One of the clever tricks in the modern criminal’s handbook is to cloak a malicious email attachment within a dodgy ZIP archive. The structure of a benign ZIP file normally includes a single “End of Central Directory” (EOCD) value that denotes the final component of the archive composition. Attackers are increasingly leveraging ZIP archives that contain two EOCD entries rather than one, which means that the attachments contain an extra archive structure hidden in plain sight.

The decompression engines built into some SEGs will only identify and vet the harmless “decoy” element while failing to detect and inspect the malicious sub-hierarchy of the archive. As a result of the furtive file extraction, a strain of info-stealing malware infects the victim’s computer.

Skewing an Email’s HTML Code

Yet another mechanism for getting around SEGs is to reverse the text in the source code of a message and then render it forward in the email itself. This way, security filters may allow the message to get through because its raw HTML content doesn’t match any known phishing templates. Meanwhile, the email will be shown to the would-be victim in a perfectly readable form.
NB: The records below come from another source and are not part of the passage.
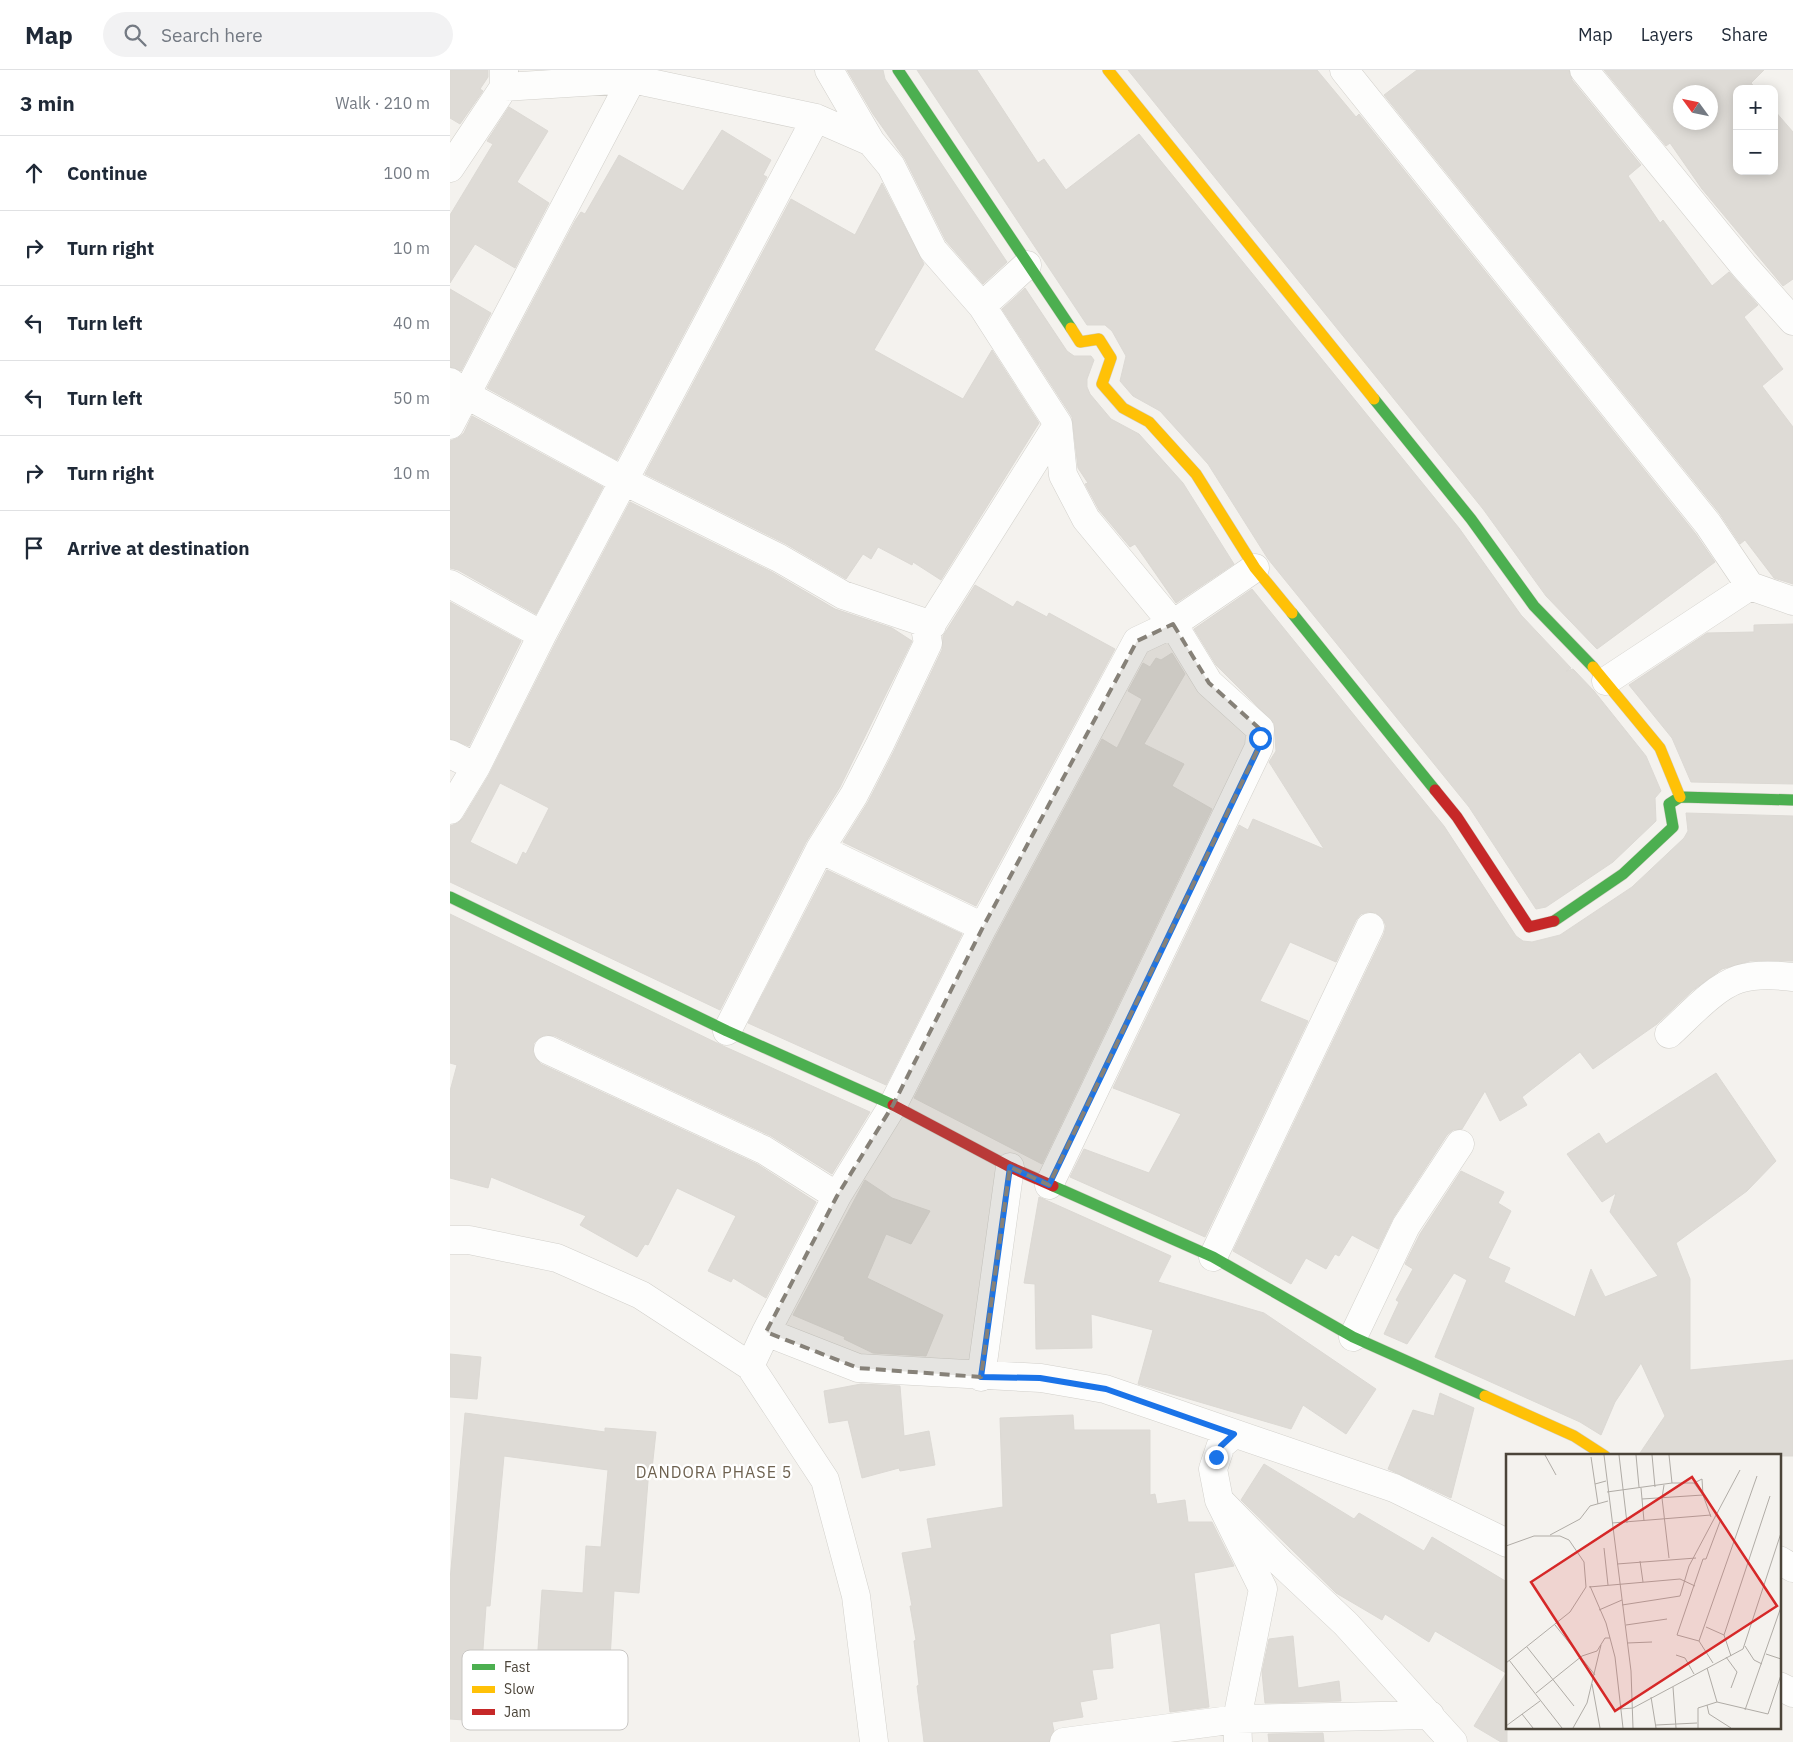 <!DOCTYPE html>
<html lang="en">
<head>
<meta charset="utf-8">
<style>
	:root { --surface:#fff; --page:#f2f2f3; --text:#1f2937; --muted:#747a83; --line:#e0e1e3 }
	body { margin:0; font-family:"IBM Plex Sans",sans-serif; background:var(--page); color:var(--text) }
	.controls { position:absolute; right:15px; top:15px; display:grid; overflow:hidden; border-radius:10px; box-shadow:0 2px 12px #0003 }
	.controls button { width:45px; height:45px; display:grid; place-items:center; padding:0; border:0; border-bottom:1px solid var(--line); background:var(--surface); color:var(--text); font:25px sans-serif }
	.compass { position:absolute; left:1223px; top:15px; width:45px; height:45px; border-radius:50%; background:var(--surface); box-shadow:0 2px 12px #0003; rotate:303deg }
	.stop { position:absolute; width:15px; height:15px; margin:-11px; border:4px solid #1a73e8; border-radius:50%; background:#fff }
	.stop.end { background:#1a73e8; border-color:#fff; box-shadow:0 1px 5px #0008 }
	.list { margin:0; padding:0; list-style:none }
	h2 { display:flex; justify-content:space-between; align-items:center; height:65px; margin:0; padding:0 20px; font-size:21px }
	h2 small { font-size:16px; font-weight:400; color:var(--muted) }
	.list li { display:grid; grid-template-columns:32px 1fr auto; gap:15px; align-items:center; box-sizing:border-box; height:75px; padding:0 20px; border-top:1px solid var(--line) }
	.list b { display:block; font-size:19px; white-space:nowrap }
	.list em { font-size:16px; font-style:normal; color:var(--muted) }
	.icon { flex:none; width:28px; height:28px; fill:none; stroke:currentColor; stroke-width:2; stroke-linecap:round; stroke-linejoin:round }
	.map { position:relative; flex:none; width:1343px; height:1672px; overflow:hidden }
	header { display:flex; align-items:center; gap:30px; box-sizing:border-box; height:70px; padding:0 25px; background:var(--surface); border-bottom:1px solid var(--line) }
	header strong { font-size:24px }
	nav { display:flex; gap:28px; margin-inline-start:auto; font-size:18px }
	.search { width:350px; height:45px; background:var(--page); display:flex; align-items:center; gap:12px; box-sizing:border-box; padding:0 18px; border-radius:28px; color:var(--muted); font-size:19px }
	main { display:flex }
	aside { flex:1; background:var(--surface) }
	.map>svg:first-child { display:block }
	.building { fill:#dedbd6; stroke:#dcd9d4; fill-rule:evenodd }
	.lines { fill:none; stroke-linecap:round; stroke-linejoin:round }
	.street-casing { stroke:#d2d0cb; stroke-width:29 }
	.fast-casing { stroke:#d3cfc5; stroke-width:12 }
	.slow-casing { stroke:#d3cfc5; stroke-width:12 }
	.jam-casing { stroke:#d3cfc5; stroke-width:12 }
	.street { stroke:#fdfdfc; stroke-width:28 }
	.fast { stroke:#4caf50; stroke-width:11 }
	.slow { stroke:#ffc107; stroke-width:11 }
	.jam { stroke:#c62828; stroke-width:11 }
	.route { stroke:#1a73e8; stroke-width:6 }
	.marked { fill:#868178; fill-opacity:0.2; stroke:#868178; stroke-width:4; stroke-dasharray:10 6; stroke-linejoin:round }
	.labels { text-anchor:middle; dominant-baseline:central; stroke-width:4.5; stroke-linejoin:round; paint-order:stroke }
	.quarter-label { font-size:16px; letter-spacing:1px; fill:#6e6250; stroke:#fff }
	.inset-road { fill:none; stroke:#b0aca6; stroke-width:1 }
	.view { fill:#d62828; fill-opacity:0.15; stroke:#d62828; stroke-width:2.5 }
	.inset-edge { fill:none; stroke:#4b4439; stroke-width:2.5 }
	.key { fill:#fff; stroke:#c9c7c4; stroke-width:1 }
	.key-label { font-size:14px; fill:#4b4439 }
</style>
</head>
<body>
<header>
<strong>Map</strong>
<div class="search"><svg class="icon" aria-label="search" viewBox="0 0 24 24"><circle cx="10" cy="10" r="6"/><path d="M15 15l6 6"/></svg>Search here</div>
<nav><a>Map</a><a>Layers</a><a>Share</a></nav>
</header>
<main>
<aside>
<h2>3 min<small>Walk · 210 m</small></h2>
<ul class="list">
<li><svg class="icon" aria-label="ahead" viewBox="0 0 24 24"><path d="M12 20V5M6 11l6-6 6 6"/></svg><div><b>Continue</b></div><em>100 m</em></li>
<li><svg class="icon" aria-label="right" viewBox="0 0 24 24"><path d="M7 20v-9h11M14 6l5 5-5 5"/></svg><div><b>Turn right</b></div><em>10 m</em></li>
<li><svg class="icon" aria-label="left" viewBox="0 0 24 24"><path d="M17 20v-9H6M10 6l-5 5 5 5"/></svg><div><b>Turn left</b></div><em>40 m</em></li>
<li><svg class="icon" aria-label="left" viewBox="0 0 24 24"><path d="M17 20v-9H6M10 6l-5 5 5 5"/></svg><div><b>Turn left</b></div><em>50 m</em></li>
<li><svg class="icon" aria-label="right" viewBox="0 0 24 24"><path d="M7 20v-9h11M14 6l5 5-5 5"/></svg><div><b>Turn right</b></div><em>10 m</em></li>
<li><svg class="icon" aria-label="arrive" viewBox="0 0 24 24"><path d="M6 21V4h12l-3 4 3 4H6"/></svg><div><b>Arrive at destination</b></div></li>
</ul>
</aside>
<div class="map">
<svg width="1343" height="1672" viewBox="0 0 1343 1672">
	<rect width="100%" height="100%" fill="#f4f2ee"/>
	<path class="building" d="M0,0H38V7L30,19L33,21L10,54L0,48Z
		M397,0H433L435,9L557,192L533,214L496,171L455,89L423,44Z
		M467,0H527L588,93L594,89L616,120L689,64L1009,458L1071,545L1121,598L1116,601L1123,599L1144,621L1196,686L1211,721L1205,728L1206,751L1163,792L1096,837L1086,839L1019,737L818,489L758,394L710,341L683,326L670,311L676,286L662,261L655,255H637Z
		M678,0H867L906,47L909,44L1245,463L1265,492L1147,579L1096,526L1033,439Z
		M967,0H1119L1122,10L1191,95L1178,106L1210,153L1213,150L1262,216L1279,202L1308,235L1294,247L1333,299L1312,316L1343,357V514L1324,508L1295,470L1290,474L1270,444L934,25Z
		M1154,0H1314L1301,13L1306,19H1287V101H1324V40L1343,62V209L1333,216L1252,119L1220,73L1216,76ZM1230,22H1260V52H1230Z
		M59,37L98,61L67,112L99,133L65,198L25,174L0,213V145L43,74L37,71Z
		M272,60L321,90L313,105L317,107L167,390L37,318L125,151L131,142L135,144L169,85L233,121Z
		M432,113L474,194L424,280L513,329L542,280L589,353L491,510L463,492L462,495L428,477L421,489L413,484L396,509L336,474L195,404L341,129L405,165Z
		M575,218L617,281L624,286H641L644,290L637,309V317L640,324L661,349L689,364L733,413L784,494L726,533L685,474L680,477L649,440L635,414L638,413L628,398L622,347L552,239Z
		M0,219L41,243L11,301L0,297Z
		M22,346L153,417L86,544L8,500L0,498V371L8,368L14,363Z
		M180,432L322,502L385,539L442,558L462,571L390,717L356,772L270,940L0,812V756L8,753L13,748L39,705L106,572ZM50,713L99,738L76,784L73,782L67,795L20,772Z
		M525,515L563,537L567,531L597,547L599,543L665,579L526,836L393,772L418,732L444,681L492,580L493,566Z
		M802,519L994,756L1066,866L1073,871L1082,872L1110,865L1182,817L1234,768L1238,761L1236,743L1343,746V891H1300L1272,899L1242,921L1207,954L1143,999L1130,982L1072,1027L1077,1035L1050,1051L1035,1021L1012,1059L1003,1060L997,1065L943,1148L928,1179L902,1165L889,1186L885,1184L876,1199L856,1188L841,1214L783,1181L934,864L936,856L933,849L926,843L918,842L911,844L906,850L886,892L840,872L810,931L858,951L755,1167L620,1107L634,1079L699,1103L731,1044L663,1018L789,755L798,760L803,749L874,779L819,692L826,681L824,653L766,595L744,559Z
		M0,532L71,571L19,676L0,669Z
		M1343,554V714L1241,712L1222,668L1179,615L1257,563L1304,562V555Z
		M722,583L735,604L694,674L734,694L722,716L762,739L592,1094L464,1028L547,864L652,669L667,678L692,629L678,621L693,593L700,597L706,588L711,590Z
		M377,800L512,864L436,1015L298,953Z
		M0,844L271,975L420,1042L382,1104L321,1066L105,966L96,965L89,968L84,973L83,982L86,989L91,994L307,1094L366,1132L316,1228L283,1208L281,1212L258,1201L286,1146L227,1118L198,1175L195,1174L187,1187L130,1155L136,1146L41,1107L38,1118L0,1108V1021L7,995L0,993Z
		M1266,1003L1326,1091L1297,1121L1226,1173L1240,1209V1300L1343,1290V1386H1188L1215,1346L1191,1293L1165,1332L1151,1365L1130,1352L985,1287L1017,1210L1004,1203L957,1274L934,1264L949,1232L946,1230L963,1199L955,1194L970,1164L1011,1101L1054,1122L1048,1133L1061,1141L1038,1188L1060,1198L1054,1212L1125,1247L1141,1199L1155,1227L1208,1206L1160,1142L1166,1123L1152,1132L1117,1084L1149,1063L1156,1074Z
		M415,1110L442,1128L480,1141L461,1174L436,1164L417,1208L493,1245L476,1286L423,1283L394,1269L395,1267L343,1245Z
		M589,1127L721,1186L708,1212L814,1243L926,1319L896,1364L853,1335L841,1359L688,1314L703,1260L641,1244L642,1278L586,1279L585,1214L574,1213Z
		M0,1284L31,1287L27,1329L0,1327Z
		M411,1314L450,1316L454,1366L479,1361L485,1395L450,1401L449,1398L412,1408L398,1350L379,1353L374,1321Z
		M990,1323L1024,1338L1001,1428L938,1399L963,1340L984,1346Z
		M15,1343L155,1362V1358L206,1362L202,1399H199L189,1523L164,1521L159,1606L129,1604L128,1611L86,1609L92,1520L133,1523L136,1476L151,1477L158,1400L54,1386L40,1536H36L28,1651L0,1649V1510Z
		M623,1345L624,1360H700V1425L705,1424L707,1434L735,1430L738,1452H762L784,1496L744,1503L759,1637L720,1642L710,1553L660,1564L663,1598L642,1600L647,1629L630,1632L633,1647L602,1652L604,1661L599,1672H474L467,1616L469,1615L464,1571L466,1570L460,1536H462L452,1483L482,1478L477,1449L553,1437L550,1348Z
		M814,1394L904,1449L909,1443L974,1481L982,1467L1057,1512V1672H1051L1024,1656L1056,1603L985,1561L979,1572L935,1544L932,1550L886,1523L791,1430Z
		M843,1566L848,1618L889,1611L891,1631L815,1633L812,1602L819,1569Z
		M873,1663L874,1672H819L818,1664Z"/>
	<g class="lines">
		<defs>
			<path id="street" d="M379,0L421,72L441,96L483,180L532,236L608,354L613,405L636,449L723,554L759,613L810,659L809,677L599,1115
				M894,0L1258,454L1300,516L1343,531
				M1134,0L1294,196L1343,251
				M54,17L182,9L366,48L421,72
				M0,98L54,17V0
				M532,236L577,195
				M0,312L15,324L174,411L329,488L393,525L482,555
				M0,355L182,9
				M0,514L92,565
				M1156,611L1300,516
				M0,684L26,697
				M0,740L26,697L92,565L366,48
				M370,779L533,857
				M277,961L370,779L404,725L430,674L478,573L476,563L608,354
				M1219,964C1238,947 1264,917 1289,909C1305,904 1326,905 1343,907
				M98,980L314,1080L387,1126
				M0,1170H19L107,1188L191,1225L300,1296L375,1410L406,1526L424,1672
				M763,1187L920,857
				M316,1262L408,1298L591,1308L655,1319L944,1418L1057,1473
				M903,1267L956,1156L1010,1074
				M300,1296L316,1262L387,1126L443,1035L533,857L687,571L723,554L805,498
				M531,1307L560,1097
				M784,1364L771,1375L763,1399L769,1430L813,1519L787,1649L788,1672
				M769,1430L831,1493L896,1554L1003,1672
				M1329,1490L1343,1498
				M1329,1616L1343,1623
				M614,1672L787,1649L980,1645"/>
			<path id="fast" d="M448,0L621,258
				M924,329L1021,449L1084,536L1143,597
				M842,543L985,720
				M0,827L277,961L443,1035
				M1104,851L1173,804L1223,757L1219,734L1230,727L1343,730
				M603,1116L763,1187L903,1267L1035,1326"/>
			<path id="slow" d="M658,0L924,329
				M621,258L630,272L649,269L661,288L652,314L673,338L699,352L746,404L805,498L842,543
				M1143,597L1210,678L1230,727
				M1035,1326L1124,1366L1155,1386"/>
			<path id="jam" d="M985,720L1007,747L1079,857L1104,851
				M443,1035L560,1097L603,1116"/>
		</defs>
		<use href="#street" class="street-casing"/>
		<use href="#fast" class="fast-casing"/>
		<use href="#slow" class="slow-casing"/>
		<use href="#jam" class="jam-casing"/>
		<use href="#street" class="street"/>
		<use href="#fast" class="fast"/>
		<use href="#slow" class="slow"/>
		<use href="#jam" class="jam"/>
	</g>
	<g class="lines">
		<path class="route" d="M766,1387L771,1376L784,1364L656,1319L590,1308L531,1307L560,1097L599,1115L809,677L810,668"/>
	</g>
	<path class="marked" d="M723,554L759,613L810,659L809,677L599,1115L560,1097L531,1307L408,1298L316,1262L387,1126L443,1035L533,857L687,571Z"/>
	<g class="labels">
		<g class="quarter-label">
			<text x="264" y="1402">DANDORA PHASE 5</text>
		</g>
	</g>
	<g transform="translate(1056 1384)">
		<rect width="275" height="275" fill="#f4f2ee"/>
		<path class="inset-road" d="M39,1L50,21M98,1L125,217L127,274M113,1L121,69M130,1L133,33M146,1L149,33M163,1L166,29M85,3L89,30M188,29L197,41L205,63M158,31L156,44L163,104M135,34L138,67M101,38L166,29H188L196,25L197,41M136,45L197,41M92,50L89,30L100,27M106,69L205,61M44,81L74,65L84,52L102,47M0,92L28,82H54L63,86L78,108L80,133L64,158L0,209M98,94L102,131M134,107L137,128M111,110L190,104M84,132L100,169L109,203L117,274M83,133L174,125L189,132M116,151L174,142L183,112L234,16M93,156L116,146M49,171L89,221M120,171L161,165M200,173L218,181M193,187L251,22M193,187L171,181L197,105H200L215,65M193,187L207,209M121,189L146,188M239,192L248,206L256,210M21,193L68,252M260,200L275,205M170,201L179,204L188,220M225,202L218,181L264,42M220,203L231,218L225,234M3,206L56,274M201,214L211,248M86,230L94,274M167,233L170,274M30,239L76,202L91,197L99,184H104M145,243L150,274M201,251L203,260L225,274M114,255L127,254L237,195L275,79M239,256L275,153M16,260L27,274M150,271L191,269M0,272L34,247M67,274L81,249L95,191M192,274V254L211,248L262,260L275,221"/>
		<path class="view" d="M186,23L271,152L109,257L25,128Z"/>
		<rect width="275" height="275" class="inset-edge"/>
	</g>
	<rect x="12" y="1580" width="166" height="80" rx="8" class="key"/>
	<rect x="22" y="1594" width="23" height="6" fill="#4caf50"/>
	<rect x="22" y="1616" width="23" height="7" fill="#ffc107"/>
	<rect x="22" y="1639" width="23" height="6" fill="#c62828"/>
	<g class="key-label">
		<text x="54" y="1602">Fast</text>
		<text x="54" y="1624">Slow</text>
		<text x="54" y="1647">Jam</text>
	</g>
</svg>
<div class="controls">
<button>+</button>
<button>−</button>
</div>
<svg class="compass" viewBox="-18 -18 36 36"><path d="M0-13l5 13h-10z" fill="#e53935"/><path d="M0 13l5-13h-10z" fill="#747a83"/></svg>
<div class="stop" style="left:810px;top:668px"></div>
<div class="stop end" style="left:766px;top:1387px"></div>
</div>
</main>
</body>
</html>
A particularly tricky strand of this ruse involves Cascading Style Sheets (CSS), a programming tool designed for adding style elements to HTML documents. Attackers mishandle it to combine Latin and Arabic scripts in an email’s code. Since these scripts flow in different directions (left-to-right vs right-to-left), this method facilitates text reversing.

Vigilance is Key

While email filters are indispensable for protecting inboxes, they aren’t foolproof. Phishing schemes are constantly evolving, and some shadowy messages will slip through. The onus is ultimately on you, the recipient, to avoid being fooled. You can significantly reduce the risks by understanding the common phishing attempts and treating any email with a healthy dose of skepticism.